If you've never had a bolt out before so it's size isn't already in your head, you may be able to find it in a parts list. 2015 Suzuki DL650A OEM Parts, MRCycles
Otherwise, take it out and check if it isn't going to cause anything to fall off. That will also help you identify bolt size by eye. If you see signs of thread locker on a bolt, leave it alone. You can't reliably tell a bolt size by the head size. The bike has 6mm and 8mm bolts with 10mm heads for example.

Here is a chart for chassis bolts. One danger is you may mis-identify a bolt name. Another is there are some questionable values in this chart as well as with other areas. The swingarm pivot nut and rear axle nut are stainless steel on stainless steel.
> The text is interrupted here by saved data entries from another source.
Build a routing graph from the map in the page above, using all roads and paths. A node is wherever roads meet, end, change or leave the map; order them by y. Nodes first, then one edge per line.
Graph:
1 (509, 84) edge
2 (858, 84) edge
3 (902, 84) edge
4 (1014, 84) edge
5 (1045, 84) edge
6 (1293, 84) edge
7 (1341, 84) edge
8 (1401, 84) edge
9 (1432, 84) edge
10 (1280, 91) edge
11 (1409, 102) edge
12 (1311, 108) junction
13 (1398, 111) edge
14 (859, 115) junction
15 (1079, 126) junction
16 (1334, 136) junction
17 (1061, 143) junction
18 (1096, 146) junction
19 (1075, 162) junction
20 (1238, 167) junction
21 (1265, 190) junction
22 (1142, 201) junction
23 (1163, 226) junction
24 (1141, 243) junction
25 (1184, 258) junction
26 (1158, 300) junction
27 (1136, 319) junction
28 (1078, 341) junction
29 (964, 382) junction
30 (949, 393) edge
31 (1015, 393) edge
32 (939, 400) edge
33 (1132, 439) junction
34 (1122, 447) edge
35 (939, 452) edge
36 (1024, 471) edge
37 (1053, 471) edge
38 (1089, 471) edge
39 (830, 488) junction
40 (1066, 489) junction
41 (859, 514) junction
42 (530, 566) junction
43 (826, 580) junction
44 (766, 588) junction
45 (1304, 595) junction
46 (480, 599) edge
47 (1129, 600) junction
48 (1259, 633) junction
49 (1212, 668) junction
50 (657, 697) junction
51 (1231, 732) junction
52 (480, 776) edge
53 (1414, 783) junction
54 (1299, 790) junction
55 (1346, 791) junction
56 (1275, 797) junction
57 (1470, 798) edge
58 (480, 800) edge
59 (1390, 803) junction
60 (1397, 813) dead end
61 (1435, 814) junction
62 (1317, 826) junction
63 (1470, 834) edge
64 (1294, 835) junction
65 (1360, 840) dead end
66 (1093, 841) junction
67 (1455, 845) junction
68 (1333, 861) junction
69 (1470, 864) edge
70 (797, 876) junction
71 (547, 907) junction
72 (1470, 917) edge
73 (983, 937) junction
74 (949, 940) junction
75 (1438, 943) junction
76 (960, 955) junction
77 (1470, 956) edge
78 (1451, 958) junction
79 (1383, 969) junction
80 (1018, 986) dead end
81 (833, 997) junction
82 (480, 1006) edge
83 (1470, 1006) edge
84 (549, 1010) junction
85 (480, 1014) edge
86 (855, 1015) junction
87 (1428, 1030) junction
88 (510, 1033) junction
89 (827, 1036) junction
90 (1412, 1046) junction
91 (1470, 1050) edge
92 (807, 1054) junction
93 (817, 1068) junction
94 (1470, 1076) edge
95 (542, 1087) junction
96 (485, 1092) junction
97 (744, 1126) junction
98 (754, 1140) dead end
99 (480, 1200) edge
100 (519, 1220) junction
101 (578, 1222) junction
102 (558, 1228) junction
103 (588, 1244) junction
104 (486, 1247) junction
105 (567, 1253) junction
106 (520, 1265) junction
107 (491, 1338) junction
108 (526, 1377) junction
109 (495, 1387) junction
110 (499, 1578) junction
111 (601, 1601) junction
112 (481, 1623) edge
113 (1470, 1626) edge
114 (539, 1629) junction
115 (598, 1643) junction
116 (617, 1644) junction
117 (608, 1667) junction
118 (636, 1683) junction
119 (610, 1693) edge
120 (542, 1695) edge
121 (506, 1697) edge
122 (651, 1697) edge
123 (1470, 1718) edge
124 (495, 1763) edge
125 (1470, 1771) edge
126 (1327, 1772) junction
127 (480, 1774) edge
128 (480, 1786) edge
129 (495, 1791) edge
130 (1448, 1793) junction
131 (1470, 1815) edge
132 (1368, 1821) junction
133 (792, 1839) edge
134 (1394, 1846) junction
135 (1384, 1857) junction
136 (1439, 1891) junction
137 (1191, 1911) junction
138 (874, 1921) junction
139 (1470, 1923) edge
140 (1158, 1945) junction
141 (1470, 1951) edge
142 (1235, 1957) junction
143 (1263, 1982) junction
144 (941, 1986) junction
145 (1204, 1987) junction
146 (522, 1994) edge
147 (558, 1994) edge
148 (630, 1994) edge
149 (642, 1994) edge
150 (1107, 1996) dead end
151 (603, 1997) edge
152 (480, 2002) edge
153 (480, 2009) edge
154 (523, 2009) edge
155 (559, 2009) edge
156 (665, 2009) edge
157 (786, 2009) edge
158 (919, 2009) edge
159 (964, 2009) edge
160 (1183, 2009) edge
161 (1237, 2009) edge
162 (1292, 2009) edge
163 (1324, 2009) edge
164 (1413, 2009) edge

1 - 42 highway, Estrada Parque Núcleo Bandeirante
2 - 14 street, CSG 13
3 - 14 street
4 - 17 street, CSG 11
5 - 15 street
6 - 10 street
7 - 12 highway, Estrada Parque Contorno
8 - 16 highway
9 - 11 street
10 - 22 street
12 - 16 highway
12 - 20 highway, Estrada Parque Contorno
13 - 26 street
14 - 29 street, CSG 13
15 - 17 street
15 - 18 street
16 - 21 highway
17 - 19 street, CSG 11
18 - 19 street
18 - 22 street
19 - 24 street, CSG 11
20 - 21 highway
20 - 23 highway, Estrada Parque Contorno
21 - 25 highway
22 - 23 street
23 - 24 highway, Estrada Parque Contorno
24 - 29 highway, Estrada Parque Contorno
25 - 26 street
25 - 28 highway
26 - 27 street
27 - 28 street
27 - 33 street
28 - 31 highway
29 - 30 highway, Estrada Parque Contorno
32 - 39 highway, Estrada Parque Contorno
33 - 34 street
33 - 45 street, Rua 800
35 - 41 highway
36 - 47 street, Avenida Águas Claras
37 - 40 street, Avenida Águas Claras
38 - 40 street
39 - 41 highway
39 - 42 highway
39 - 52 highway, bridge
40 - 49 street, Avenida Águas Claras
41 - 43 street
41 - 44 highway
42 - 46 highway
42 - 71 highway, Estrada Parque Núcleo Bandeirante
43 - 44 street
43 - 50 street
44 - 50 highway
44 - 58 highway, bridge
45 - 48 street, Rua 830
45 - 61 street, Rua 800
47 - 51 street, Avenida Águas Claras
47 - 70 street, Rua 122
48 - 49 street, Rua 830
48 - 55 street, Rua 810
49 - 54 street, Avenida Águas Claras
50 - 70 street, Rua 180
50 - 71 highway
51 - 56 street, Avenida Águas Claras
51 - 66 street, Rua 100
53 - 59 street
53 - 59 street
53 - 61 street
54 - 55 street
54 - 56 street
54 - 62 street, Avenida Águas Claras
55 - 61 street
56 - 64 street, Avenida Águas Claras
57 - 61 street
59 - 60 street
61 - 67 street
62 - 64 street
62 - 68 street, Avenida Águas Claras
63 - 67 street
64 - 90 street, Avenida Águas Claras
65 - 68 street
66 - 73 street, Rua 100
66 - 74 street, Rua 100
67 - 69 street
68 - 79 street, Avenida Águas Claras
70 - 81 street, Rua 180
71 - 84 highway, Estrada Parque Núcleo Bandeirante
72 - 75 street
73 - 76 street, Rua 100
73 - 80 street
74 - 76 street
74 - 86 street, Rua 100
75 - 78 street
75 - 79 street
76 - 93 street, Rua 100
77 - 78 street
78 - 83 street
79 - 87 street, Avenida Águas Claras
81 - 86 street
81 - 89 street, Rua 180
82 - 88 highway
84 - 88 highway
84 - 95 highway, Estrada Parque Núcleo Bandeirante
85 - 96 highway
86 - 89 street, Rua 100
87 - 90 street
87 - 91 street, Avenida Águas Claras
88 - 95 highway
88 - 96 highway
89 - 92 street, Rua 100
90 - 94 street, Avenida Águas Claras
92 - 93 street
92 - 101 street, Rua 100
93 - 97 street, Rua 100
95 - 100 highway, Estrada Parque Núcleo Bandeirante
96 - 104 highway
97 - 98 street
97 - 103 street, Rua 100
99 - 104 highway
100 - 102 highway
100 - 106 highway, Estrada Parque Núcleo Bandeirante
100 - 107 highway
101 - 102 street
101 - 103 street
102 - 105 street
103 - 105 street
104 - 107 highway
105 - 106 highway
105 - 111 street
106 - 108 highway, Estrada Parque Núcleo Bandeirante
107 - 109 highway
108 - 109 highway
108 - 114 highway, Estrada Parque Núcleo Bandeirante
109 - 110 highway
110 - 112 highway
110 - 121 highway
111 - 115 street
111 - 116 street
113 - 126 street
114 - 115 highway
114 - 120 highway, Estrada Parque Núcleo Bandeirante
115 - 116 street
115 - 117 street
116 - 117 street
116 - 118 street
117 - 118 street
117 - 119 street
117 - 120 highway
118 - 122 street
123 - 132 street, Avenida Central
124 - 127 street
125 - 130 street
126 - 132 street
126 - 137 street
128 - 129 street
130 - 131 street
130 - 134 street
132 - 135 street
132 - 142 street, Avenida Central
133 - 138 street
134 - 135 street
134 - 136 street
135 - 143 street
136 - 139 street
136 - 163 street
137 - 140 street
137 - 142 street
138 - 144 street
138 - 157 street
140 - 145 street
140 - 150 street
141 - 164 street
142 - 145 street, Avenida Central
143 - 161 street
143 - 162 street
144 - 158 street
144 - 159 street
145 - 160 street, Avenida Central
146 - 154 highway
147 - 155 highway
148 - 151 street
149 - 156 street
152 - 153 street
SS likes to gall under pressure. Apply anti seize to the threads and reduce the torque to 80% of the published value to account for the lubrication effect. The rear sprocket nut torque is just plain wrong. It should read 50Nm or 36lb-ft, like a 10mm bolt should have as in the previous chart. Also, the side stand bracket bolts are in with thread locker. Leave them alone. And take out the two bolts that connect the fairing frame to the main frame one at a time and put them back in with medium strength tread locker. Some people like to use thread locker on the brake caliper mounting bolts too.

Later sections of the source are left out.